The Father of Modern Financial Science Speaks

This week Mike McClain attended Dimensional Fund Advisor's biannual Advisor College. Here are some of his notes from the conference.

This week I had the opportunity to hear Professor Gene Fama from the University of Chicago, who many regard as the Father of Modern Financial Science. Those that are our clients will remember that Professor Fama authored the Efficient Market Hypothesis and he and Professor Ken French developed the model that explains equity performance.

Professor Fama said that he believed the sub-prime real estate lending "crisis" was likely overstated and he did not believe the impact will be as significant as some are evaluating it to be. Besides, he said, "financial markets are incredibly flexible and adjust to things such as this."
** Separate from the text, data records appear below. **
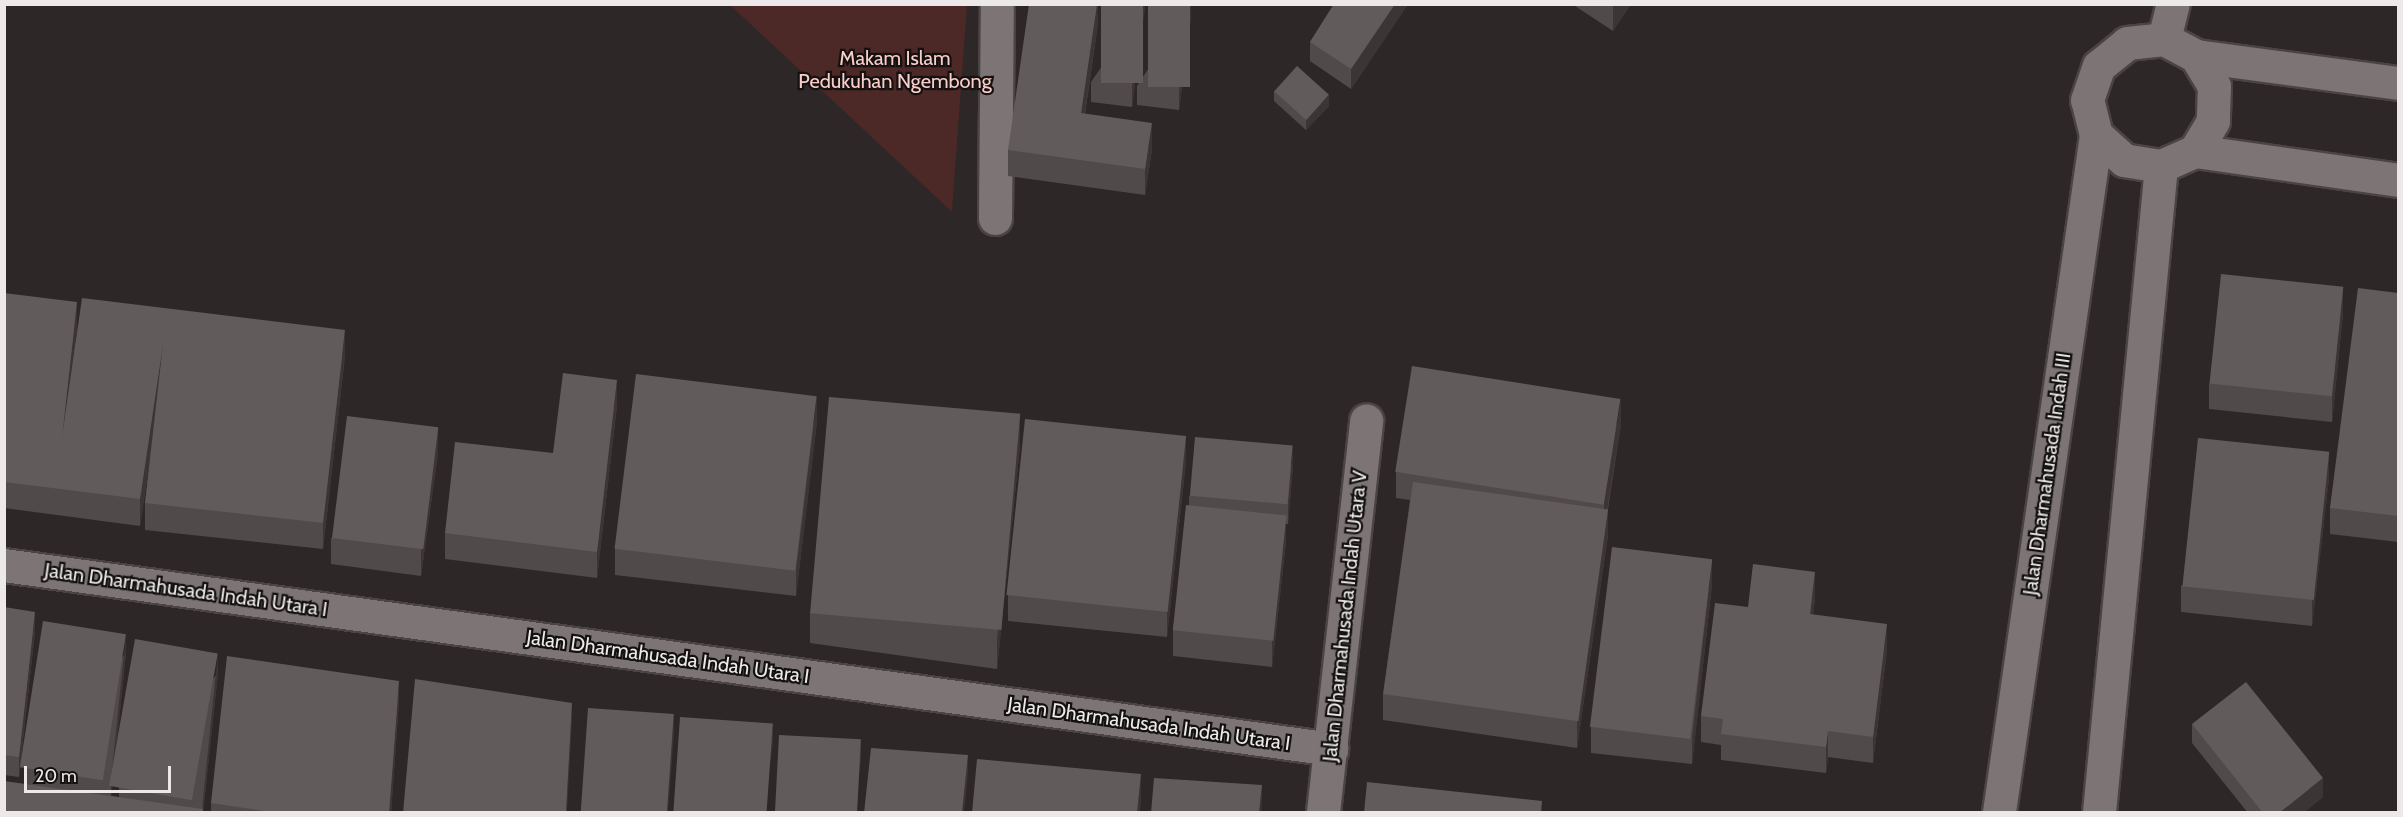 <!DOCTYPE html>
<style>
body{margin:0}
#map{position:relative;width:2403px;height:817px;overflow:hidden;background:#2e2727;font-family:Cabin,sans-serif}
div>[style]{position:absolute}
.green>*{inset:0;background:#4c2826}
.roads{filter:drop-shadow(2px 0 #4a4444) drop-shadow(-2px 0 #4a4444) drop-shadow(0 2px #4a4444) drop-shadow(0 -2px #4a4444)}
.minor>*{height:33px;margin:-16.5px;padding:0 16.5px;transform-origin:16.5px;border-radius:16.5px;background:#7d7575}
.wall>*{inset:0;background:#514a4a}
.shaded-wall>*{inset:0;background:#3c3535}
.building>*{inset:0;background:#625b5b;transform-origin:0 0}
span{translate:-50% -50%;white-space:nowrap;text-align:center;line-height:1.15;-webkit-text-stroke:4.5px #141111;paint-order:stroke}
.park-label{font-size:20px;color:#facdc9}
.street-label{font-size:20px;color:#eee9e9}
.frame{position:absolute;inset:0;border:6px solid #eee9e9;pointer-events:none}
.scale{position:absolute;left:24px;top:766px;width:147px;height:27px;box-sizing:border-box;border:3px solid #eee9e9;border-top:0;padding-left:8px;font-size:18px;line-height:21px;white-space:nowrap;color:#eee9e9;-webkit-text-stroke:4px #141111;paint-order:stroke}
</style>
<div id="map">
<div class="green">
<i style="clip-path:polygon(730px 5px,967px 5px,952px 211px,951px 211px)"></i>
</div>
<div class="roads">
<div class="minor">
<i style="left:2164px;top:39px;width:36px;rotate:-76deg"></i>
<i style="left:2196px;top:56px;width:35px;rotate:59deg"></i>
<i style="left:2214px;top:86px;width:35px;rotate:92deg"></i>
<i style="left:2213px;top:121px;width:35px;rotate:121deg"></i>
<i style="left:2195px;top:151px;width:37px;rotate:156deg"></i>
<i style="left:2161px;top:166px;width:37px;rotate:-171deg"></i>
<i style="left:2124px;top:160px;width:38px;rotate:-138deg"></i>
<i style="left:2096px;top:135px;width:36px;rotate:-104deg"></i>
<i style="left:2087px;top:100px;width:36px;rotate:-71deg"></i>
<i style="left:2099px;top:66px;width:36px;rotate:-39deg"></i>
<i style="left:2127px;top:43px;width:37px;rotate:-6deg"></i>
<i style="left:2164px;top:39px;width:36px;rotate:28deg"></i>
<i style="left:2196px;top:56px;width:204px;rotate:7.6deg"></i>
<i style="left:2195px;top:151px;width:205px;rotate:8.1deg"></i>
<i style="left:995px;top:218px;width:214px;rotate:-89.5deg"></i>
<i style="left:4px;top:565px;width:1340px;rotate:7.89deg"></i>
<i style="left:1323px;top:812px;width:394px;rotate:-83.7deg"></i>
<i style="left:1999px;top:812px;width:684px;rotate:-81.85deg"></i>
<i style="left:2099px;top:812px;width:649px;rotate:-84.52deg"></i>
</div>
</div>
<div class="wall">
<i style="clip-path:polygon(1098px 4px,1098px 24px,1085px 114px,1152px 149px,1145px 195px,1008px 176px,1008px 150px)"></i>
<i style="clip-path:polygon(1145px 4px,1132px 107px,1091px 102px,1091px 82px)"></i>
<i style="clip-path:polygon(1191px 4px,1191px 16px,1179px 110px,1137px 105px,1137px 86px)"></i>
<i style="clip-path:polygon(1334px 4px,1408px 4px,1351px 89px,1310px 61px,1310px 42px)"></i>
<i style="clip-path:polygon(1572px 4px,1631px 4px,1613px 31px)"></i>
<i style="clip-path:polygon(1274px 91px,1329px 106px,1306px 130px,1274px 101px)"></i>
<i style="clip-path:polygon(4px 293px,77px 328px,75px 343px,345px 356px,323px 549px,145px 530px,145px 503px,152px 445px,140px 526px,4px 508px)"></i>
<i style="clip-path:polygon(2398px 293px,2398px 542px,2330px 534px,2330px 508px)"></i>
<i style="clip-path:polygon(2343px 313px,2332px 422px,2209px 409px,2209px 383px)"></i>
<i style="clip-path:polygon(617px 406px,597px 578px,445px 559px,445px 533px)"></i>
<i style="clip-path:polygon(817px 421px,796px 596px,615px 575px,615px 549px)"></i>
<i style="clip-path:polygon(1621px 424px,1608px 509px,1608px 535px,1577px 748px,1383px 720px,1383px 694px,1410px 500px,1396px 498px,1396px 472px)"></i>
<i style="clip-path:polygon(1020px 446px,997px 669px,810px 643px,810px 613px)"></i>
<i style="clip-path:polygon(438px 453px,421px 576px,331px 564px,331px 538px)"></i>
<i style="clip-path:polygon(1186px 461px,1167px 637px,1008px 621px,1008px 595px)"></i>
<i style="clip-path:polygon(1293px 465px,1288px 524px,1286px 524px,1286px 542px,1272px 667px,1173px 656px,1173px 630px,1189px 505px,1189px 496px)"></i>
<i style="clip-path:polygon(2329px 478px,2312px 626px,2181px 612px,2181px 586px)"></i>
<i style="clip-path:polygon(1712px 585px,1692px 764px,1591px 753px,1591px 727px)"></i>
<i style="clip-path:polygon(1815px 598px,1813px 615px,1887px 650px,1873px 763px,1828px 757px,1826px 773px,1721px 760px,1721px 745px,1701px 742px,1701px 716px,1748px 607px)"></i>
<i style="clip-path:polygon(4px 607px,35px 631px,19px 777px,4px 775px)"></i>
<i style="clip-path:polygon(126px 653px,111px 796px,119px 797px,119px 787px,218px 673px,203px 813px,27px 785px,27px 768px)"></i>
<i style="clip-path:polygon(399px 700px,391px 813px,211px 813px,211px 803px)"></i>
<i style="clip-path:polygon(2192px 724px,2323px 797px,2303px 813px,2248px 813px,2192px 743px)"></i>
</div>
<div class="shaded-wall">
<i style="clip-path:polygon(1097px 4px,1098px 4px,1098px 24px,1081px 139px,1081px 113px)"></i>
<i style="clip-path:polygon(1143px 4px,1145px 4px,1145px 8px,1132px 107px,1132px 87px)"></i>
<i style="clip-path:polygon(1190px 4px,1191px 4px,1191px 16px,1179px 110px,1179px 91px)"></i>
<i style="clip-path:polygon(1395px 4px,1408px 4px,1351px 89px,1351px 69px)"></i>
<i style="clip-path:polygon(1614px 4px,1631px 4px,1613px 31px,1613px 5px)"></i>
<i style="clip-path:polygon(1329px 95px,1329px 106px,1306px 130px,1306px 120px)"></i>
<i style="clip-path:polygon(1152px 123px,1152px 149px,1145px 195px,1145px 169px)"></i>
<i style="clip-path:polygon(2343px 287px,2343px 313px,2332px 422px,2332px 396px)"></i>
<i style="clip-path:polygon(77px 302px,77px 328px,62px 464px,62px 437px)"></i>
<i style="clip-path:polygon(345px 330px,345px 356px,323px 549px,323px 523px)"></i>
<i style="clip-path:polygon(163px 344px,163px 370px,140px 526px,140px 499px)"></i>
<i style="clip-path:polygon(617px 380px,617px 406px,597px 578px,597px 552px)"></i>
<i style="clip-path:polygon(817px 395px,817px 421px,796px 596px,796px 570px)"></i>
<i style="clip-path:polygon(1621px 398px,1621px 424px,1604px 530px,1604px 503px)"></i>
<i style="clip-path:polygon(1020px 415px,1020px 446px,997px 669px,997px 639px)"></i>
<i style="clip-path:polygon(438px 427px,438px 453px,421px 576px,421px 550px)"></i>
<i style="clip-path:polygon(1186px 435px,1186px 461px,1167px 637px,1167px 611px)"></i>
<i style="clip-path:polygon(1293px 445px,1293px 465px,1288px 524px,1288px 504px)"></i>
<i style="clip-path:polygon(2329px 452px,2329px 478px,2312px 626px,2312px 600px)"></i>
<i style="clip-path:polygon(1608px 509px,1608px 535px,1577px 748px,1577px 721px)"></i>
<i style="clip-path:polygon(1286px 516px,1286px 542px,1272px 667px,1272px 641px)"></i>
<i style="clip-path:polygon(1712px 559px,1712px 585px,1692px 764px,1692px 738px)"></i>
<i style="clip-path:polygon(1815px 572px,1815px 598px,1810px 640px,1810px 614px)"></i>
<i style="clip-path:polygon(35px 612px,35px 631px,19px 777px,19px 757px)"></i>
<i style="clip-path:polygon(1887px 624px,1887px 650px,1873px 763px,1873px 737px)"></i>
<i style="clip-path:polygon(126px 634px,126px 653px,111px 800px,111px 780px)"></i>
<i style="clip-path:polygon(218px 653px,218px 673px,203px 813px,202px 813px,203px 799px)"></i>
<i style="clip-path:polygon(399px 681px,399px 700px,391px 813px,389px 813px)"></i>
<i style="clip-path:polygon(572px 703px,572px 722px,567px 813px,566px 813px)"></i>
<i style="clip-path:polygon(674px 714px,674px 734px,668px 813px,666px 813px)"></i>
<i style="clip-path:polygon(773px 723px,773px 743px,764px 813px,762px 813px)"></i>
<i style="clip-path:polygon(1828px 731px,1828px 757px,1826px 773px,1826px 747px)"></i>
<i style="clip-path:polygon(861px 739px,861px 759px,855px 813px,853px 813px)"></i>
<i style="clip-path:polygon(968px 755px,968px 774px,964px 813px,962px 813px)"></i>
<i style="clip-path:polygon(1141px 774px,1141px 800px,1140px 813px,1137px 813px)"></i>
<i style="clip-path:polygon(2323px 778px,2323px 797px,2303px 813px,2279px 813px)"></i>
<i style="clip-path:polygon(1262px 785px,1262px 804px,1261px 813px,1259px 813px)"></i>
</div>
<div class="building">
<i style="clip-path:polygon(1029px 4px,1097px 4px,1081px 113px,1152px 123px,1145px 169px,1008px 150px)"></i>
<i style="left:1101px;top:4px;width:42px;height:79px"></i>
<i style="left:1148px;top:4px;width:42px;height:83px"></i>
<i style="clip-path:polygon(1334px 4px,1395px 4px,1351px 69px,1310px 42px)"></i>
<i style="left:1297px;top:66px;width:43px;height:34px;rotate:42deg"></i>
<i style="left:2221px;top:274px;width:123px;height:110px;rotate:6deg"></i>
<i style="clip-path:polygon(2358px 288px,2398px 293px,2398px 516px,2330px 508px)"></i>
<i style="clip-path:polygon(4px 293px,77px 302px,62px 437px,82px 298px,345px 330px,323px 523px,145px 503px,163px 344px,140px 499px,4px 482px)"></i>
<i style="left:1412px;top:366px;width:211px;height:107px;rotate:9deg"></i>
<i style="clip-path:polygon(563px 373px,617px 380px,597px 552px,445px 533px,455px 442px,553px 453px)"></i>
<i style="left:636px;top:374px;width:182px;height:176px;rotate:7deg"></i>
<i style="left:829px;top:397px;width:192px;height:217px;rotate:5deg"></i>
<i style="left:347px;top:416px;width:92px;height:123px;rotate:7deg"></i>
<i style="left:1025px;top:419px;width:162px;height:177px;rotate:6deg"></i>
<i style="left:1195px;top:437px;width:98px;height:59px;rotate:5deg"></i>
<i style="left:2198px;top:438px;width:132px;height:149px;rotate:6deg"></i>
<i style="left:1413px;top:482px;width:197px;height:214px;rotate:8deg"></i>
<i style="left:1186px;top:505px;width:101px;height:126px;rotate:6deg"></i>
<i style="left:1612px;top:547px;width:101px;height:181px;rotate:7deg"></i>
<i style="clip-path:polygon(1753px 564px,1815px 572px,1810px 614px,1887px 624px,1873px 737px,1828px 731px,1826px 747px,1721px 734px,1723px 719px,1701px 716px,1715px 603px,1748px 607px)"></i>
<i style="clip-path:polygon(4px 607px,35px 612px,19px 757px,4px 755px)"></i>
<i style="left:43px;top:621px;width:84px;height:148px;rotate:9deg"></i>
<i style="left:135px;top:639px;width:84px;height:149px;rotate:10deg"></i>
<i style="clip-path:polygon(227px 656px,399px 681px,389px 813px,278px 813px,211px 803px)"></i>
<i style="clip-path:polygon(415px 679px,572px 703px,566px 813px,403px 813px)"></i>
<i style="clip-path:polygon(2246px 682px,2323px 778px,2279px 813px,2263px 813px,2192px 724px)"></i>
<i style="left:588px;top:708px;width:86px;height:105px;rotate:4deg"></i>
<i style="left:680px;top:717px;width:93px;height:96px;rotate:4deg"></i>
<i style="left:779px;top:735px;width:82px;height:78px;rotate:3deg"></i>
<i style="clip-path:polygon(871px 748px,968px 755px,962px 813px,864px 813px)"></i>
<i style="clip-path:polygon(977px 759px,1141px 774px,1137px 813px,972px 813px)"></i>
<i style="clip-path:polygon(1154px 778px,1262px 785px,1259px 813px,1151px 813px)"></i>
<i style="clip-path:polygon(4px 781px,203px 809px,202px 813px,4px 813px)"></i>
<i style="clip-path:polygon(1367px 782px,1542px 801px,1541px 813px,1364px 813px)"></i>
</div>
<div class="park-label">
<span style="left:895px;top:70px">Makam Islam<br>Pedukuhan Ngembong</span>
</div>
<div class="street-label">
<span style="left:2047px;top:474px;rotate:-82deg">Jalan Dharmahusada Indah III</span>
<span style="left:186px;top:590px;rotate:8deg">Jalan Dharmahusada Indah Utara I</span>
<span style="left:1345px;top:616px;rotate:-84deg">Jalan Dharmahusada Indah Utara V</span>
<span style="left:668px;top:657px;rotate:8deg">Jalan Dharmahusada Indah Utara I</span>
<span style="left:1149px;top:724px;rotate:8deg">Jalan Dharmahusada Indah Utara I</span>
</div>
<div class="frame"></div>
<div class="scale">20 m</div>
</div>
The key to successful investing, according to Professor Fama is to have a disciplined investment strategy, a diversified portfolio, and a long-term perspective. Diversity, he said, "is your buddy."

Ill-fated attempts to time markets, which can't be done consistently, along with shifting investment strategies are two reasons Fama poo-pooed hedge funds. Fees were another one which typically run 2% and 20% of the profits. The riches earned by managers -- whether or not investors do well -- Fama joked had even lured a few of his former students into starting hedge funds.

Fama encouraged conference attendees to keep their clients away from long-term bonds, which research shows do not sufficiently reward investors for the undue risk incurred. "I would personally never buy long-term bonds," Fama said.

Not surprisingly the Father of Modern Financial Science warned, "stay away from active management."

That evening I had the opportunity to have dinner with Scott Burns, the syndicated financial columnist. Scott echoed Professor Fama's comments about hedge funds saying that the lure of hedge funds was more about having something interesting to talk about at cocktail parties than actual performance. Scott's advice was to invest in a diversified asset class portfolio.